Audio DSP Project for the Raspberry Pi Pico (RP2040). The project reads an I2S input stream, performs signal processing and outputs it as an I2S stream. The pico acts as the I2S master generating all required clocks (including MCLK).
DSP is done at 44.1kHz at 32 Bits fixed point. Fixed point is a hard requirement, as the RP2040 doesn't have an FPU. Running just one floating point IIR filter would require overclocking the core to 230MHz.
The I2S interfaces are realized via the PIOs.
The project takes strong influence from the pico-extras
and the arduino-pico
repositories.
The I2S communication works by using 3 PIOs. One transmitter, one receiver and a clock generator. The transmitter and receiver are clocked at the bitclock frequency (Bits * Channels * FS), while MCLK is run at it's own frequency (x * FS). These are synchronized using IRQ7. This could perhaps be consolidated into just two or even only one PIO.
Use the DAC Clocks (DAC WS and DAC BCK) for both the ADC and DAC.
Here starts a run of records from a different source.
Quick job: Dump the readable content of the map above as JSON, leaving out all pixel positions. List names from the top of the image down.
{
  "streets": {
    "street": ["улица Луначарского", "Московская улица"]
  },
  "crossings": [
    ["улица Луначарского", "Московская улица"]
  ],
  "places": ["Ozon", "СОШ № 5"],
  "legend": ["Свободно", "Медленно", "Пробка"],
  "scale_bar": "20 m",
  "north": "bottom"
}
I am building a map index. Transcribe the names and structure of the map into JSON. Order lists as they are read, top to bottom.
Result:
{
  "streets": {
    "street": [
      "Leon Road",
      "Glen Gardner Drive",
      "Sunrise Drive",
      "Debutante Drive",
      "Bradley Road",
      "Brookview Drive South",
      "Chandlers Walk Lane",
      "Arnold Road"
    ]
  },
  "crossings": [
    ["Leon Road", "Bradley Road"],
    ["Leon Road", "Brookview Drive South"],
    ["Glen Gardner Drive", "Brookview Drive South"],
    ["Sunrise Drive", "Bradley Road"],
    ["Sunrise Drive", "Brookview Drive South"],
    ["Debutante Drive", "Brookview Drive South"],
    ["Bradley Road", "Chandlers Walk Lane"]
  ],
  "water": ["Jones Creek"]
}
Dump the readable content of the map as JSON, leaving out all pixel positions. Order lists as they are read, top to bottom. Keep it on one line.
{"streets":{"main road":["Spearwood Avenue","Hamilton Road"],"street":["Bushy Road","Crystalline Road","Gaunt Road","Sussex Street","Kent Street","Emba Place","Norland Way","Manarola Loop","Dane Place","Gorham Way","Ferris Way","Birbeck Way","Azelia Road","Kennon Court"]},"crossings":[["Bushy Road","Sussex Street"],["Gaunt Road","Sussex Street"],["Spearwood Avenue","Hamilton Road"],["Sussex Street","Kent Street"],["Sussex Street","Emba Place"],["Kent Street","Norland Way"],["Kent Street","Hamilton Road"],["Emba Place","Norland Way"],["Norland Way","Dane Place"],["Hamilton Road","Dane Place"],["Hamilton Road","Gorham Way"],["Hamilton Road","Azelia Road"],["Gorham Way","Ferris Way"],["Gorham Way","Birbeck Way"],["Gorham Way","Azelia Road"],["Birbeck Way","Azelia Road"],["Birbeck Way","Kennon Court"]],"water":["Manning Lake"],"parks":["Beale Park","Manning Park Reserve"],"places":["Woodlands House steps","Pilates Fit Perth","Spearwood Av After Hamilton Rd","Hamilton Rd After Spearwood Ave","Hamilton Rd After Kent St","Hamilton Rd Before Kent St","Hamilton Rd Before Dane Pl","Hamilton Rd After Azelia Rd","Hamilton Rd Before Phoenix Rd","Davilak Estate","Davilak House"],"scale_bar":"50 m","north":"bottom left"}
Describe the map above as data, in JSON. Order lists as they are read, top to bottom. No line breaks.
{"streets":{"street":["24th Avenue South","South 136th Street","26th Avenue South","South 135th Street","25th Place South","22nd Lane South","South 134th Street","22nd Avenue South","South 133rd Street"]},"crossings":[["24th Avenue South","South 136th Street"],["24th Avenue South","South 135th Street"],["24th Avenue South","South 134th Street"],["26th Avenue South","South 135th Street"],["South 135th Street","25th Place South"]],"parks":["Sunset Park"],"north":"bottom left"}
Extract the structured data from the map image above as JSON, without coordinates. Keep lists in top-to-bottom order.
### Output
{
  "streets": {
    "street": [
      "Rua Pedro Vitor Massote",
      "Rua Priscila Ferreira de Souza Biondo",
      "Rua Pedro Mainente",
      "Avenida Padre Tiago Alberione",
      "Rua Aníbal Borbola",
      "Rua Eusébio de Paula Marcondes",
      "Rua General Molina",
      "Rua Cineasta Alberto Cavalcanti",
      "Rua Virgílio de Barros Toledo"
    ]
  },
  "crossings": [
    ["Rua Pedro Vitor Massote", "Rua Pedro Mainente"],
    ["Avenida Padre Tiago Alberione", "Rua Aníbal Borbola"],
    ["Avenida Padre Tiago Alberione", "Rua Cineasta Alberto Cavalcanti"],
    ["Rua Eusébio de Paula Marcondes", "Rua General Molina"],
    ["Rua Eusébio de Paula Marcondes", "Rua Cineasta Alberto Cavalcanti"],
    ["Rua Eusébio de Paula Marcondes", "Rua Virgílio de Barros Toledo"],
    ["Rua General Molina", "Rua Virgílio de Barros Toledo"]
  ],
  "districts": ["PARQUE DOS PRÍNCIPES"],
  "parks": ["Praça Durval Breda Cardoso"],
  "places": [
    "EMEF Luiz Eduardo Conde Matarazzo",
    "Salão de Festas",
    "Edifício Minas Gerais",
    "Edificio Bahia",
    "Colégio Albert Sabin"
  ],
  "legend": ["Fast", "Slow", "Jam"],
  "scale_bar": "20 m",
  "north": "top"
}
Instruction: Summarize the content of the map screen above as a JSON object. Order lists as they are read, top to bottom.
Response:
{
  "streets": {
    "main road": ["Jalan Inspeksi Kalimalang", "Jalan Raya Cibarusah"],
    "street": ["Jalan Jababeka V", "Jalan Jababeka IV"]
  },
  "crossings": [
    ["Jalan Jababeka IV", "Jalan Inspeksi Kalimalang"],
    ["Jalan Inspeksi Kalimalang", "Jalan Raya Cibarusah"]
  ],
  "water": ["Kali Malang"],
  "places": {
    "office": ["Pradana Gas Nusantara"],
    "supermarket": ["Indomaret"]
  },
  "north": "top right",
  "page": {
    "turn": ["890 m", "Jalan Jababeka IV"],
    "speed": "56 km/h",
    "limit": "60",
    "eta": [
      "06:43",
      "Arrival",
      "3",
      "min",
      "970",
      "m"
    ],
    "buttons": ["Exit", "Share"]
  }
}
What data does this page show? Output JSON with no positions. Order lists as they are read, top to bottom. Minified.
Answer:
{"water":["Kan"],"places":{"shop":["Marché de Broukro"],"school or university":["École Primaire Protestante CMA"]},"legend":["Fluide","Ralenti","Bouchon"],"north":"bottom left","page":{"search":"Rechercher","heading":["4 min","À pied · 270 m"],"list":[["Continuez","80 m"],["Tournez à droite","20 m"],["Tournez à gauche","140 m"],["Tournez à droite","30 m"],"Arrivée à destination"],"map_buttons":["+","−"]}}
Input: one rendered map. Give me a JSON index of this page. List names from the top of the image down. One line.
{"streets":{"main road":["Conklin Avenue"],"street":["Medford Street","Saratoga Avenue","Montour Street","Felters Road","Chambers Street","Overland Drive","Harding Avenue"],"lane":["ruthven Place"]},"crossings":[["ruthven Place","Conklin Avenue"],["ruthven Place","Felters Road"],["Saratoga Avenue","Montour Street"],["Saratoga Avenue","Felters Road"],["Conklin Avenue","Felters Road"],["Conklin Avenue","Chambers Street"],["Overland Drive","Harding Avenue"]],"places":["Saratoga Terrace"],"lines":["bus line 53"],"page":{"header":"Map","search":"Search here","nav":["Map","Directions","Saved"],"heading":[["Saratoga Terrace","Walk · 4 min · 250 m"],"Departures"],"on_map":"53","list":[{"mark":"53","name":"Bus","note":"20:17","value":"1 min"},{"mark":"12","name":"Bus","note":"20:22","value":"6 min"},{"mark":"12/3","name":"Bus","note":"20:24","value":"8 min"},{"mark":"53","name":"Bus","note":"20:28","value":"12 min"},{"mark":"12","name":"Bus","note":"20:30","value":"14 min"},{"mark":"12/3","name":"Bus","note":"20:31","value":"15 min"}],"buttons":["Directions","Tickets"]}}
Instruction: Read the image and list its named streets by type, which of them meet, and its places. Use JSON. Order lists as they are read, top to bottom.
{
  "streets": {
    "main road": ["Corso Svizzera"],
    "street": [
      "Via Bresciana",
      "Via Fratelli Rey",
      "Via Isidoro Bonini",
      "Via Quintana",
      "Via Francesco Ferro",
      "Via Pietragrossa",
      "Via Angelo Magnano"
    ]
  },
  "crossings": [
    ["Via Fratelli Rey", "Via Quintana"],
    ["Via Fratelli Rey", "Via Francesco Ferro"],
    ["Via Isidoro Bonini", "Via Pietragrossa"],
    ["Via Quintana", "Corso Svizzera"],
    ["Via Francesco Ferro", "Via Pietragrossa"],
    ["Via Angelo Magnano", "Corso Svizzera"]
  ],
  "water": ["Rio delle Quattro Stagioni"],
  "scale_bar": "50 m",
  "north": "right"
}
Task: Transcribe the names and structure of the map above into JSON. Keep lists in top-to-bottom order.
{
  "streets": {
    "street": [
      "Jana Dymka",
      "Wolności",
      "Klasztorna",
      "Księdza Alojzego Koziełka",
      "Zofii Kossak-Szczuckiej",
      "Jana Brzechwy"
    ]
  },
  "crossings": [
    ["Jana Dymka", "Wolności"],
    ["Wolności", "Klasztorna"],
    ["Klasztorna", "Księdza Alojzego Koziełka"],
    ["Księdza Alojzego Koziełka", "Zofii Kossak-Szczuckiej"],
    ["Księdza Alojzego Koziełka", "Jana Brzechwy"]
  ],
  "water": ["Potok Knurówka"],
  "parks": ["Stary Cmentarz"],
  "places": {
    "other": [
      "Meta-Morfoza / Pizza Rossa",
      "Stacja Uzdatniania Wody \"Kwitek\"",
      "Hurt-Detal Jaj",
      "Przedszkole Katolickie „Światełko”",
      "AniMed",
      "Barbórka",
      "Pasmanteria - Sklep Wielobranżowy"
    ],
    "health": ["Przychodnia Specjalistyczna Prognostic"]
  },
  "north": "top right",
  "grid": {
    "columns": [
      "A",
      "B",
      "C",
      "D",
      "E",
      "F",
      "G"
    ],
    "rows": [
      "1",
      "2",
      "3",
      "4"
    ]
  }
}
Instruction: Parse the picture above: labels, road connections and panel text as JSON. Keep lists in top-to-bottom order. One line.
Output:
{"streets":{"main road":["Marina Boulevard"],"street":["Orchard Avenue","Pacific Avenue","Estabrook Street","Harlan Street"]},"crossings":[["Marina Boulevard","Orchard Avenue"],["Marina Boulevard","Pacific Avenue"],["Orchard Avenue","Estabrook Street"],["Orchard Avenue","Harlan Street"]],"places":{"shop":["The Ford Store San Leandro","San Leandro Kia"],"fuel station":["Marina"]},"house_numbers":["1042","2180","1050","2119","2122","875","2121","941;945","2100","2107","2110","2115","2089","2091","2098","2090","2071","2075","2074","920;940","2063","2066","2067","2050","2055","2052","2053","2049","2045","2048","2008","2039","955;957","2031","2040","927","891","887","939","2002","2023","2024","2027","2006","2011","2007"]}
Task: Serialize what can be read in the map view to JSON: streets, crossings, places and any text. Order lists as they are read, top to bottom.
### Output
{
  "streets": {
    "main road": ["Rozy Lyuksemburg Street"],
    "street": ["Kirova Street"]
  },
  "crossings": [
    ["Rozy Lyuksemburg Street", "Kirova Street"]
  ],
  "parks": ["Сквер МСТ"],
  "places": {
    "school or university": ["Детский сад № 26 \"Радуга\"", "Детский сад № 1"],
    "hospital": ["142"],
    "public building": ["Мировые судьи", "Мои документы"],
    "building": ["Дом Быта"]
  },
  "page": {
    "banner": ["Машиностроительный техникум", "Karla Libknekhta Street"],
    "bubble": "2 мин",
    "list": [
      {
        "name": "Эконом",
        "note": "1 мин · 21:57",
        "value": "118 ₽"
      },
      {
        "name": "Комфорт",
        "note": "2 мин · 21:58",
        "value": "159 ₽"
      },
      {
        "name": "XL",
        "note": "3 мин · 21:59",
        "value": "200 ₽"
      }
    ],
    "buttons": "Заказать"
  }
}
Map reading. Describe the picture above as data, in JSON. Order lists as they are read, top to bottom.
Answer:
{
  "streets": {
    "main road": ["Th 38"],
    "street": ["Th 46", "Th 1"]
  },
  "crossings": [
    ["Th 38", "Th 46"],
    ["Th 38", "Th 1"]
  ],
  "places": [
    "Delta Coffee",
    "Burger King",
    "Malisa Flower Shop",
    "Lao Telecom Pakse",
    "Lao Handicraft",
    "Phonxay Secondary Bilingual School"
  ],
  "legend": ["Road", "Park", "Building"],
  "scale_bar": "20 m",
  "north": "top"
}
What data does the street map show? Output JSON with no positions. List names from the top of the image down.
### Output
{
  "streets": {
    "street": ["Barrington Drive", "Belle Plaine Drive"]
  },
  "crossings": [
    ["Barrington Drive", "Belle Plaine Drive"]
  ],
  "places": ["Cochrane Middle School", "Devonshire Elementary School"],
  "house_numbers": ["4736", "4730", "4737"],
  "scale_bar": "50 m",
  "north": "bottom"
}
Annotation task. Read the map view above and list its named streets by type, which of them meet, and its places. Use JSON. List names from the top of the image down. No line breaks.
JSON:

The ADC Clocks are shifted by one nop
statement.
The test PCB consists of a Raspberry Pi Pico, a PCM5102A and a WM8782S on development boards. The ADC and DAC boards are supplied with +5V from the pico's VBUS connection. The ADC board requires a jumper between the V+ input and the secondary voltage regulator input to bypass the first regulator. (The primary regulator steps V+ down to +5V, as VBUS is 5V and the dropout voltage is greater than 0V, I opted to bypass it.)
The ADC is configured as:
- Slave mode
- Slave clock MCLK input (J3 = S, J1 = Don't care)
- I2S bit format
- 44.1K/48K sample rate
- 24 bit
The DAC board has no modifications and is left as-is (1L, 2L, H3, 4L).
Requires pico-sdk and pico-extras.
mkdir build
cd build
cmake ..
make
Proceed to flash the pico with the generated .elf
.
- hardware documentation
- restructure Ringbuffer ?
- Add more DSP functionality
- Cleanup unused clock outputs (I2S PIO In)
- try to optimize performance
- more docs
IIR filters using a 64 Bit accumulator require around 2.2us but enables a scaling factor for fixed point arithmetic of 30 or more. Running 5 filters at this width limits Fs to around 48kHz. Limiting the IIR's accumulator to 32 Bits drastically increases performance to enabled an Fs of 96kHz. However the scaling factor must be reduced to 15 and samples must be reduced to a width of 16 Bits. 32 Bit floating point IIR filters (in DF1) are borderline unusable unless overclocked to around 230MHz.
- The great earlevel engineering blog is a great resource for IIR Filters and various DSP subjects.
- My own projects ESP32 Bluetooth DSP and it's DSP Playground are peers to this project.